Problem
Restate the entries word for word and skip every image.

(Excerpts from a dataset)
↓

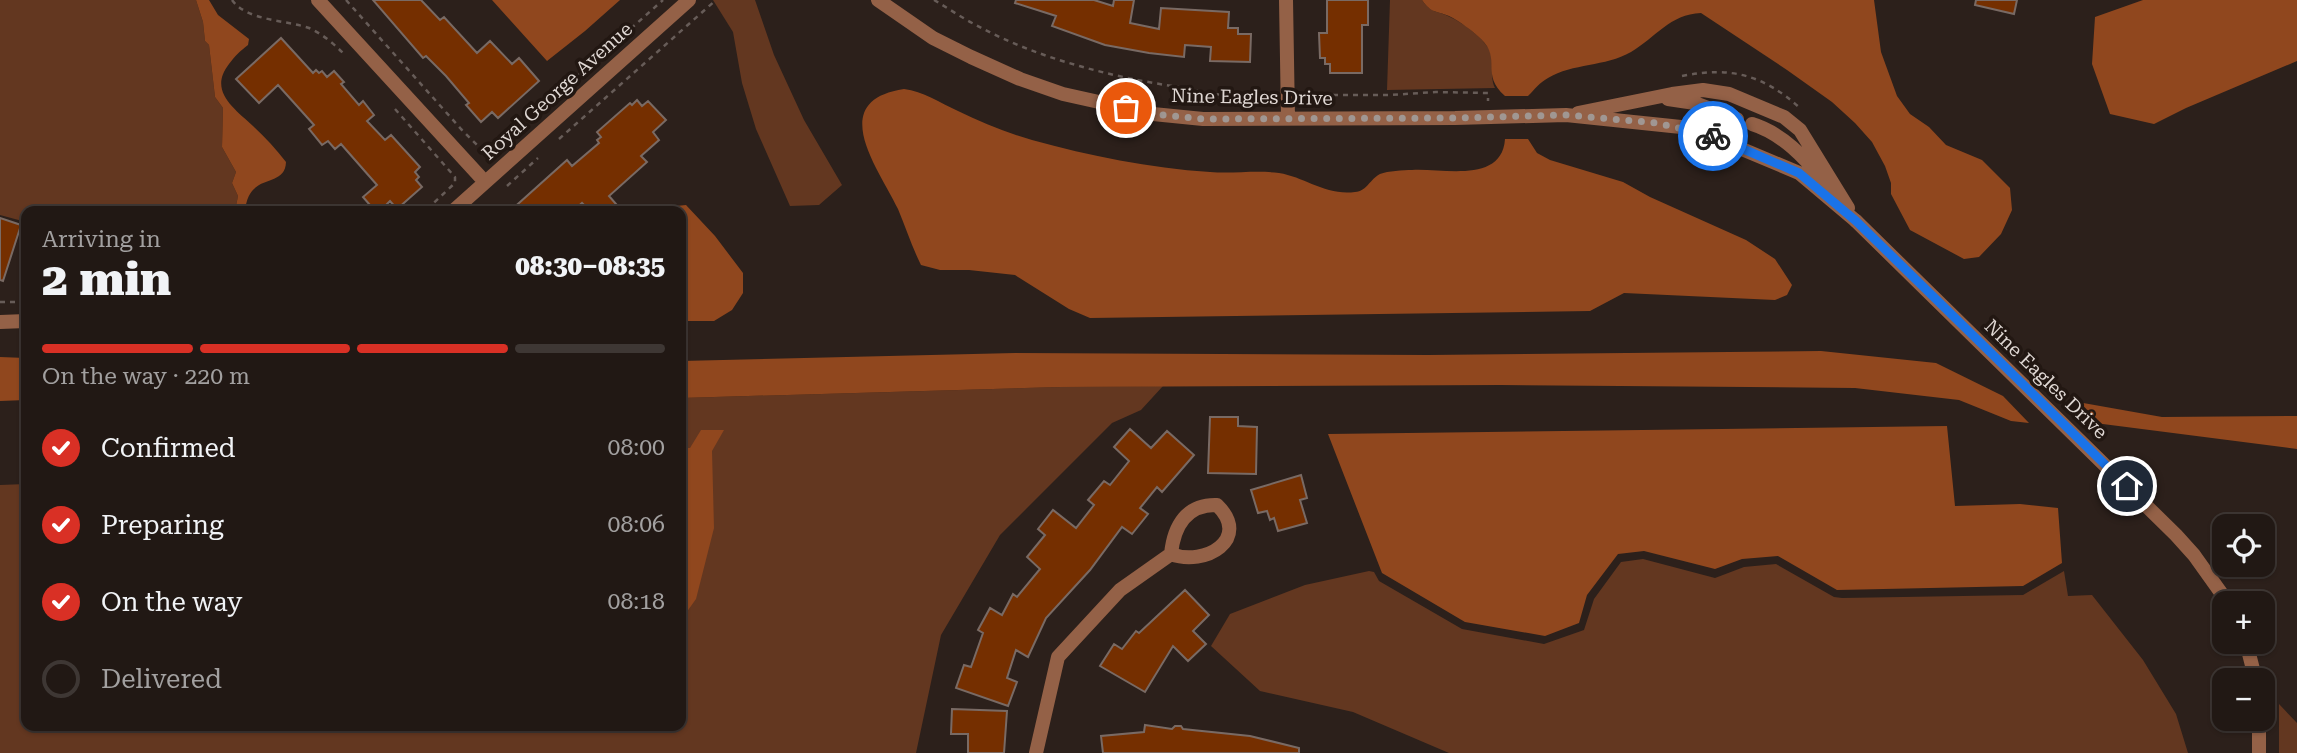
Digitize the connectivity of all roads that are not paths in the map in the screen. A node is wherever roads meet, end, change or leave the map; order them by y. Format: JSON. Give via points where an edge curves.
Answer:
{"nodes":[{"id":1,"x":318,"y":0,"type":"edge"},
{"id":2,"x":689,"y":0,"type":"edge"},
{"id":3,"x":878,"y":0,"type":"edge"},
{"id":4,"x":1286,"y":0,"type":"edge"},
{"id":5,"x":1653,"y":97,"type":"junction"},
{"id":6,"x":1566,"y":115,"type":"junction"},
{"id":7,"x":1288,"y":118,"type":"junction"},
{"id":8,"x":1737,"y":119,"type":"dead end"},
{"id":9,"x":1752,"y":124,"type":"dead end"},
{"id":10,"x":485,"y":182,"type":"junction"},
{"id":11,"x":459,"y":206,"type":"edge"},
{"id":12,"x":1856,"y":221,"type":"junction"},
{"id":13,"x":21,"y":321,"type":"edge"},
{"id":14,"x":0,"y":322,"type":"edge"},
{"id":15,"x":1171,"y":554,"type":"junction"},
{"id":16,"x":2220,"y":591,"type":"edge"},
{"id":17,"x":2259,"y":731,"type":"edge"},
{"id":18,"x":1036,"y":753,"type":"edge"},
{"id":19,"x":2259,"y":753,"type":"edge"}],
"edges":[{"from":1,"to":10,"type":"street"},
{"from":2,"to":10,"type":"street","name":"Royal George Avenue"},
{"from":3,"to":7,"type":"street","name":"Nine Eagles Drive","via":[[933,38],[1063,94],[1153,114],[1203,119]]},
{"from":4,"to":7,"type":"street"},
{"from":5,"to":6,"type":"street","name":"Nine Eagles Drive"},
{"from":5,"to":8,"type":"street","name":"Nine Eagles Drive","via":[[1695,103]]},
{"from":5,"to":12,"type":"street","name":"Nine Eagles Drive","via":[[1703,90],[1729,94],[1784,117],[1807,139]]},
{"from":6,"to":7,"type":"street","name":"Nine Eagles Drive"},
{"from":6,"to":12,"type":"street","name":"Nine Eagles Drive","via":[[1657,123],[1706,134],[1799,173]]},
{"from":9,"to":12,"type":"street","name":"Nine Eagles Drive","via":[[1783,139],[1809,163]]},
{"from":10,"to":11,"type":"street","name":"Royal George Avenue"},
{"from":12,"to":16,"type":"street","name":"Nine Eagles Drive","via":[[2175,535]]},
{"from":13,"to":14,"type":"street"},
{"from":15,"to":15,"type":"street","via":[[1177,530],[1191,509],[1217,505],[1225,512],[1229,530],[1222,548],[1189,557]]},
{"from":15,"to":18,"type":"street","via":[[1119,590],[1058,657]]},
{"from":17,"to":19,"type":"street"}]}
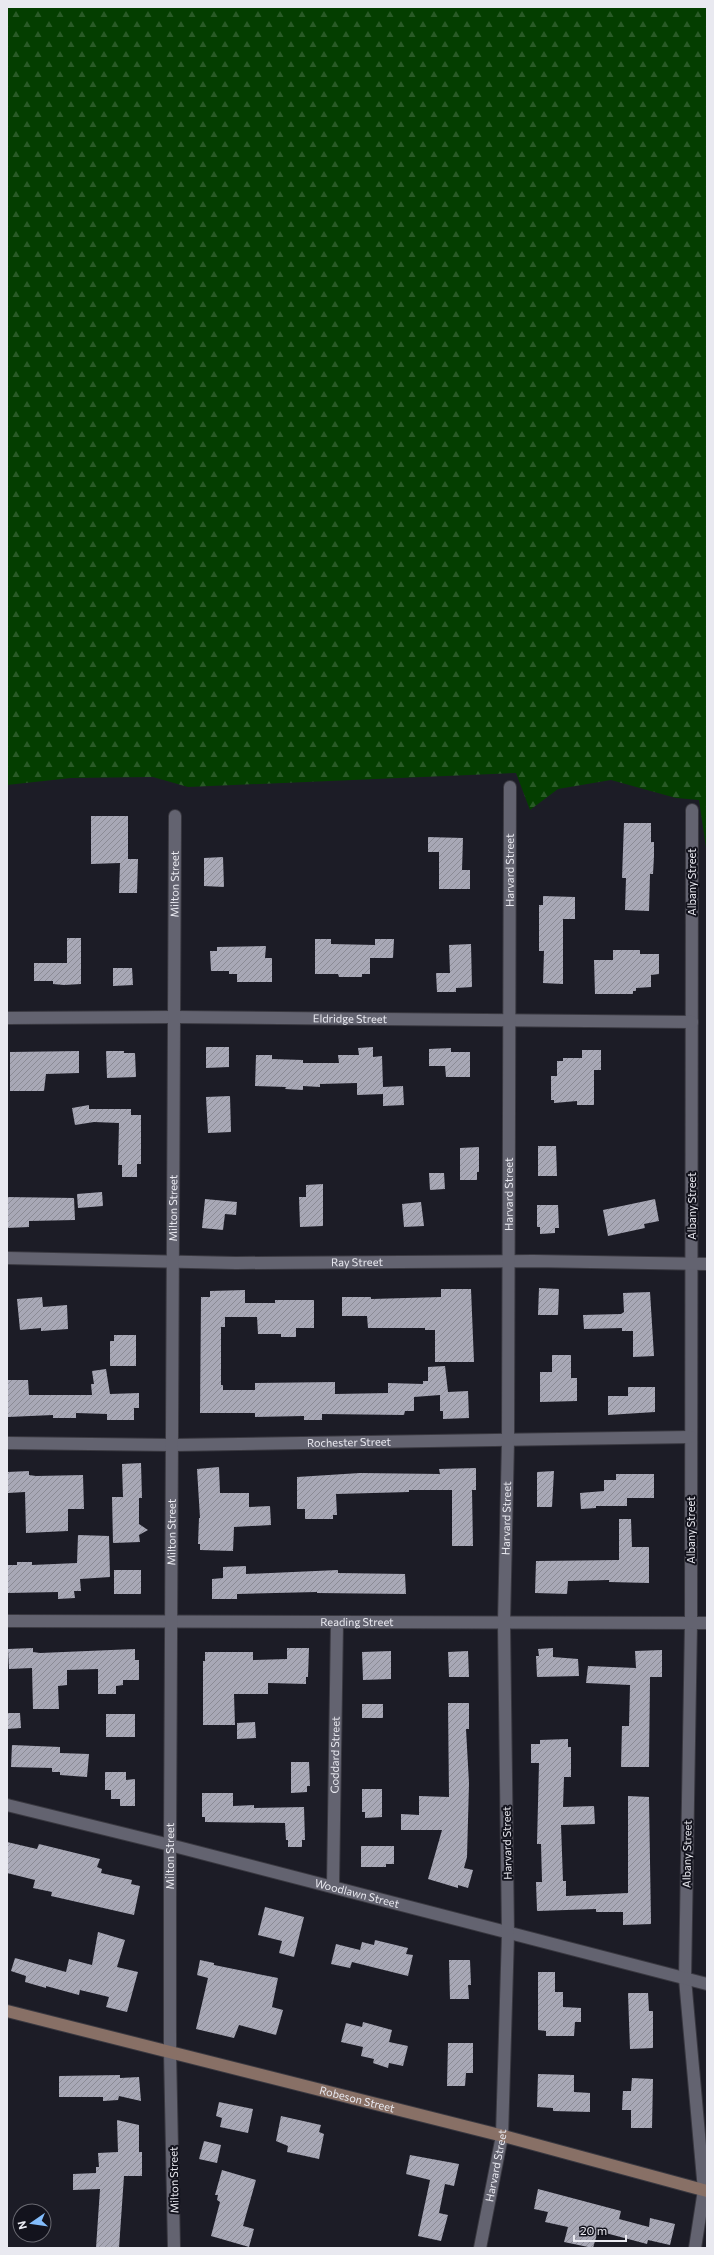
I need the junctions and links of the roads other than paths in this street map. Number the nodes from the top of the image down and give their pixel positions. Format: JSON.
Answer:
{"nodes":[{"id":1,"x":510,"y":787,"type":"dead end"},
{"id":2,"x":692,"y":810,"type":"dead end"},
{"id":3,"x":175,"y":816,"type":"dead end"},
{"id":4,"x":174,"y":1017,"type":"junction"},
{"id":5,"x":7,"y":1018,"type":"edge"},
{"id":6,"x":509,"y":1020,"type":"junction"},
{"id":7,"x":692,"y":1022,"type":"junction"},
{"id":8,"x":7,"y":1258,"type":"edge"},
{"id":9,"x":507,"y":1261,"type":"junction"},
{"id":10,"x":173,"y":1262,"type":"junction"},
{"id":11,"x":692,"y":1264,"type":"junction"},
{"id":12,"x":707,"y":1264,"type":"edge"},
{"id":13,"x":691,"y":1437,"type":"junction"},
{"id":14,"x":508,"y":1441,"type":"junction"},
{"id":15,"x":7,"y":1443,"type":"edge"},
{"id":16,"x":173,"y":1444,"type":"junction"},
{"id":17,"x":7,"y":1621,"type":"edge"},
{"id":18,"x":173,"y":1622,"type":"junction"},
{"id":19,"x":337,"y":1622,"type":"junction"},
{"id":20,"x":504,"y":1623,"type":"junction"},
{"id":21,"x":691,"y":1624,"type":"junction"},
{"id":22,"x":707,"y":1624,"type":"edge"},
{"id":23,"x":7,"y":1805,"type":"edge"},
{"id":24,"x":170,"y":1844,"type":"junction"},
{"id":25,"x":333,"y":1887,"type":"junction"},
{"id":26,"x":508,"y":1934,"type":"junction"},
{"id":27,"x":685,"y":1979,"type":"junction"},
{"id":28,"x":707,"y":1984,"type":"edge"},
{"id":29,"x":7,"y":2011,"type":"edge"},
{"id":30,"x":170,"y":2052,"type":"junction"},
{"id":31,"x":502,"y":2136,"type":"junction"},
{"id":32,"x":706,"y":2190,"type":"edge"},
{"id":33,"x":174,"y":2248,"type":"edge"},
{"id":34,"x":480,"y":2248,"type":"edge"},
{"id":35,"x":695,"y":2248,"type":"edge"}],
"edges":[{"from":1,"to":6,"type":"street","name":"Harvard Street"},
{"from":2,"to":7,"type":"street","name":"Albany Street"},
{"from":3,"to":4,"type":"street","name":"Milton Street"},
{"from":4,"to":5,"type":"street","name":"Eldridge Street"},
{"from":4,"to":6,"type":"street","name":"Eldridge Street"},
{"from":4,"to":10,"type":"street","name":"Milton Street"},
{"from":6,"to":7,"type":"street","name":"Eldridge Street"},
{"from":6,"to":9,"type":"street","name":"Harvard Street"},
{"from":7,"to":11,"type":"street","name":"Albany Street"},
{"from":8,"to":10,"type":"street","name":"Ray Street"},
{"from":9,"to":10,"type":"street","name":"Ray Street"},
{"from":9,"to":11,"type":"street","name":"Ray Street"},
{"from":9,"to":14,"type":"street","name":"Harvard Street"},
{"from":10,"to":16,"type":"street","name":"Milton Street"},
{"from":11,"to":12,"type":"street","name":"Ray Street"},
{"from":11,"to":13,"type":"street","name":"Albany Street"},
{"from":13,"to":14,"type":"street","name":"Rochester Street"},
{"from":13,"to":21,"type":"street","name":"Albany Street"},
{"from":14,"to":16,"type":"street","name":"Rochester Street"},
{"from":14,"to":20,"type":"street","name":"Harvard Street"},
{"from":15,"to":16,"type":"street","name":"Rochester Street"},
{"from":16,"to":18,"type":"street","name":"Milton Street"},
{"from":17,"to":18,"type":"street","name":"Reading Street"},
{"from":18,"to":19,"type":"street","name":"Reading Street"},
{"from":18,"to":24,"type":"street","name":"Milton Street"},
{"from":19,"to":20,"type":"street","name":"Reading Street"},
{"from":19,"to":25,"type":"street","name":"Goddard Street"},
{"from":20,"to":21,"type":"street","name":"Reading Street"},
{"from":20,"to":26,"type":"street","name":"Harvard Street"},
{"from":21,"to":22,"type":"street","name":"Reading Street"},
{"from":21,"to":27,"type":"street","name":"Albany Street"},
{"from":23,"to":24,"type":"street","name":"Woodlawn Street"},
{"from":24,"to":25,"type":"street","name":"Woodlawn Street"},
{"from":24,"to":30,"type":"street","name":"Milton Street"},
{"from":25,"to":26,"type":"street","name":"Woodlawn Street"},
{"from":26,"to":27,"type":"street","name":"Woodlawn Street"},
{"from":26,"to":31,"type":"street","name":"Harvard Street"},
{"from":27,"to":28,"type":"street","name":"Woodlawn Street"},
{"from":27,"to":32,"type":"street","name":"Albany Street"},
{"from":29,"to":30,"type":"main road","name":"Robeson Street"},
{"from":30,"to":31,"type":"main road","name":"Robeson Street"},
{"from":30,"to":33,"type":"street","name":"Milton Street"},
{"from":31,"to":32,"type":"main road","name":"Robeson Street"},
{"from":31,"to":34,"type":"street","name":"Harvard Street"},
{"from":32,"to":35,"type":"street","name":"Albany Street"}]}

↑

Completed task
Digitize the connectivity of all roads that are not paths in the map in the screen. A node is wherever roads meet, end, change or leave the map; order them by y. Format: JSON. Give via points where an edge curves.
Answer:
{"nodes":[{"id":1,"x":318,"y":0,"type":"edge"},
{"id":2,"x":689,"y":0,"type":"edge"},
{"id":3,"x":878,"y":0,"type":"edge"},
{"id":4,"x":1286,"y":0,"type":"edge"},
{"id":5,"x":1653,"y":97,"type":"junction"},
{"id":6,"x":1566,"y":115,"type":"junction"},
{"id":7,"x":1288,"y":118,"type":"junction"},
{"id":8,"x":1737,"y":119,"type":"dead end"},
{"id":9,"x":1752,"y":124,"type":"dead end"},
{"id":10,"x":485,"y":182,"type":"junction"},
{"id":11,"x":459,"y":206,"type":"edge"},
{"id":12,"x":1856,"y":221,"type":"junction"},
{"id":13,"x":21,"y":321,"type":"edge"},
{"id":14,"x":0,"y":322,"type":"edge"},
{"id":15,"x":1171,"y":554,"type":"junction"},
{"id":16,"x":2220,"y":591,"type":"edge"},
{"id":17,"x":2259,"y":731,"type":"edge"},
{"id":18,"x":1036,"y":753,"type":"edge"},
{"id":19,"x":2259,"y":753,"type":"edge"}],
"edges":[{"from":1,"to":10,"type":"street"},
{"from":2,"to":10,"type":"street","name":"Royal George Avenue"},
{"from":3,"to":7,"type":"street","name":"Nine Eagles Drive","via":[[933,38],[1063,94],[1153,114],[1203,119]]},
{"from":4,"to":7,"type":"street"},
{"from":5,"to":6,"type":"street","name":"Nine Eagles Drive"},
{"from":5,"to":8,"type":"street","name":"Nine Eagles Drive","via":[[1695,103]]},
{"from":5,"to":12,"type":"street","name":"Nine Eagles Drive","via":[[1703,90],[1729,94],[1784,117],[1807,139]]},
{"from":6,"to":7,"type":"street","name":"Nine Eagles Drive"},
{"from":6,"to":12,"type":"street","name":"Nine Eagles Drive","via":[[1657,123],[1706,134],[1799,173]]},
{"from":9,"to":12,"type":"street","name":"Nine Eagles Drive","via":[[1783,139],[1809,163]]},
{"from":10,"to":11,"type":"street","name":"Royal George Avenue"},
{"from":12,"to":16,"type":"street","name":"Nine Eagles Drive","via":[[2175,535]]},
{"from":13,"to":14,"type":"street"},
{"from":15,"to":15,"type":"street","via":[[1177,530],[1191,509],[1217,505],[1225,512],[1229,530],[1222,548],[1189,557]]},
{"from":15,"to":18,"type":"street","via":[[1119,590],[1058,657]]},
{"from":17,"to":19,"type":"street"}]}
I need the junctions and links of the roads other than paths in this street map. Number the nodes from the top of the image down and give their pixel positions. Format: JSON.
Answer:
{"nodes":[{"id":1,"x":510,"y":787,"type":"dead end"},
{"id":2,"x":692,"y":810,"type":"dead end"},
{"id":3,"x":175,"y":816,"type":"dead end"},
{"id":4,"x":174,"y":1017,"type":"junction"},
{"id":5,"x":7,"y":1018,"type":"edge"},
{"id":6,"x":509,"y":1020,"type":"junction"},
{"id":7,"x":692,"y":1022,"type":"junction"},
{"id":8,"x":7,"y":1258,"type":"edge"},
{"id":9,"x":507,"y":1261,"type":"junction"},
{"id":10,"x":173,"y":1262,"type":"junction"},
{"id":11,"x":692,"y":1264,"type":"junction"},
{"id":12,"x":707,"y":1264,"type":"edge"},
{"id":13,"x":691,"y":1437,"type":"junction"},
{"id":14,"x":508,"y":1441,"type":"junction"},
{"id":15,"x":7,"y":1443,"type":"edge"},
{"id":16,"x":173,"y":1444,"type":"junction"},
{"id":17,"x":7,"y":1621,"type":"edge"},
{"id":18,"x":173,"y":1622,"type":"junction"},
{"id":19,"x":337,"y":1622,"type":"junction"},
{"id":20,"x":504,"y":1623,"type":"junction"},
{"id":21,"x":691,"y":1624,"type":"junction"},
{"id":22,"x":707,"y":1624,"type":"edge"},
{"id":23,"x":7,"y":1805,"type":"edge"},
{"id":24,"x":170,"y":1844,"type":"junction"},
{"id":25,"x":333,"y":1887,"type":"junction"},
{"id":26,"x":508,"y":1934,"type":"junction"},
{"id":27,"x":685,"y":1979,"type":"junction"},
{"id":28,"x":707,"y":1984,"type":"edge"},
{"id":29,"x":7,"y":2011,"type":"edge"},
{"id":30,"x":170,"y":2052,"type":"junction"},
{"id":31,"x":502,"y":2136,"type":"junction"},
{"id":32,"x":706,"y":2190,"type":"edge"},
{"id":33,"x":174,"y":2248,"type":"edge"},
{"id":34,"x":480,"y":2248,"type":"edge"},
{"id":35,"x":695,"y":2248,"type":"edge"}],
"edges":[{"from":1,"to":6,"type":"street","name":"Harvard Street"},
{"from":2,"to":7,"type":"street","name":"Albany Street"},
{"from":3,"to":4,"type":"street","name":"Milton Street"},
{"from":4,"to":5,"type":"street","name":"Eldridge Street"},
{"from":4,"to":6,"type":"street","name":"Eldridge Street"},
{"from":4,"to":10,"type":"street","name":"Milton Street"},
{"from":6,"to":7,"type":"street","name":"Eldridge Street"},
{"from":6,"to":9,"type":"street","name":"Harvard Street"},
{"from":7,"to":11,"type":"street","name":"Albany Street"},
{"from":8,"to":10,"type":"street","name":"Ray Street"},
{"from":9,"to":10,"type":"street","name":"Ray Street"},
{"from":9,"to":11,"type":"street","name":"Ray Street"},
{"from":9,"to":14,"type":"street","name":"Harvard Street"},
{"from":10,"to":16,"type":"street","name":"Milton Street"},
{"from":11,"to":12,"type":"street","name":"Ray Street"},
{"from":11,"to":13,"type":"street","name":"Albany Street"},
{"from":13,"to":14,"type":"street","name":"Rochester Street"},
{"from":13,"to":21,"type":"street","name":"Albany Street"},
{"from":14,"to":16,"type":"street","name":"Rochester Street"},
{"from":14,"to":20,"type":"street","name":"Harvard Street"},
{"from":15,"to":16,"type":"street","name":"Rochester Street"},
{"from":16,"to":18,"type":"street","name":"Milton Street"},
{"from":17,"to":18,"type":"street","name":"Reading Street"},
{"from":18,"to":19,"type":"street","name":"Reading Street"},
{"from":18,"to":24,"type":"street","name":"Milton Street"},
{"from":19,"to":20,"type":"street","name":"Reading Street"},
{"from":19,"to":25,"type":"street","name":"Goddard Street"},
{"from":20,"to":21,"type":"street","name":"Reading Street"},
{"from":20,"to":26,"type":"street","name":"Harvard Street"},
{"from":21,"to":22,"type":"street","name":"Reading Street"},
{"from":21,"to":27,"type":"street","name":"Albany Street"},
{"from":23,"to":24,"type":"street","name":"Woodlawn Street"},
{"from":24,"to":25,"type":"street","name":"Woodlawn Street"},
{"from":24,"to":30,"type":"street","name":"Milton Street"},
{"from":25,"to":26,"type":"street","name":"Woodlawn Street"},
{"from":26,"to":27,"type":"street","name":"Woodlawn Street"},
{"from":26,"to":31,"type":"street","name":"Harvard Street"},
{"from":27,"to":28,"type":"street","name":"Woodlawn Street"},
{"from":27,"to":32,"type":"street","name":"Albany Street"},
{"from":29,"to":30,"type":"main road","name":"Robeson Street"},
{"from":30,"to":31,"type":"main road","name":"Robeson Street"},
{"from":30,"to":33,"type":"street","name":"Milton Street"},
{"from":31,"to":32,"type":"main road","name":"Robeson Street"},
{"from":31,"to":34,"type":"street","name":"Harvard Street"},
{"from":32,"to":35,"type":"street","name":"Albany Street"}]}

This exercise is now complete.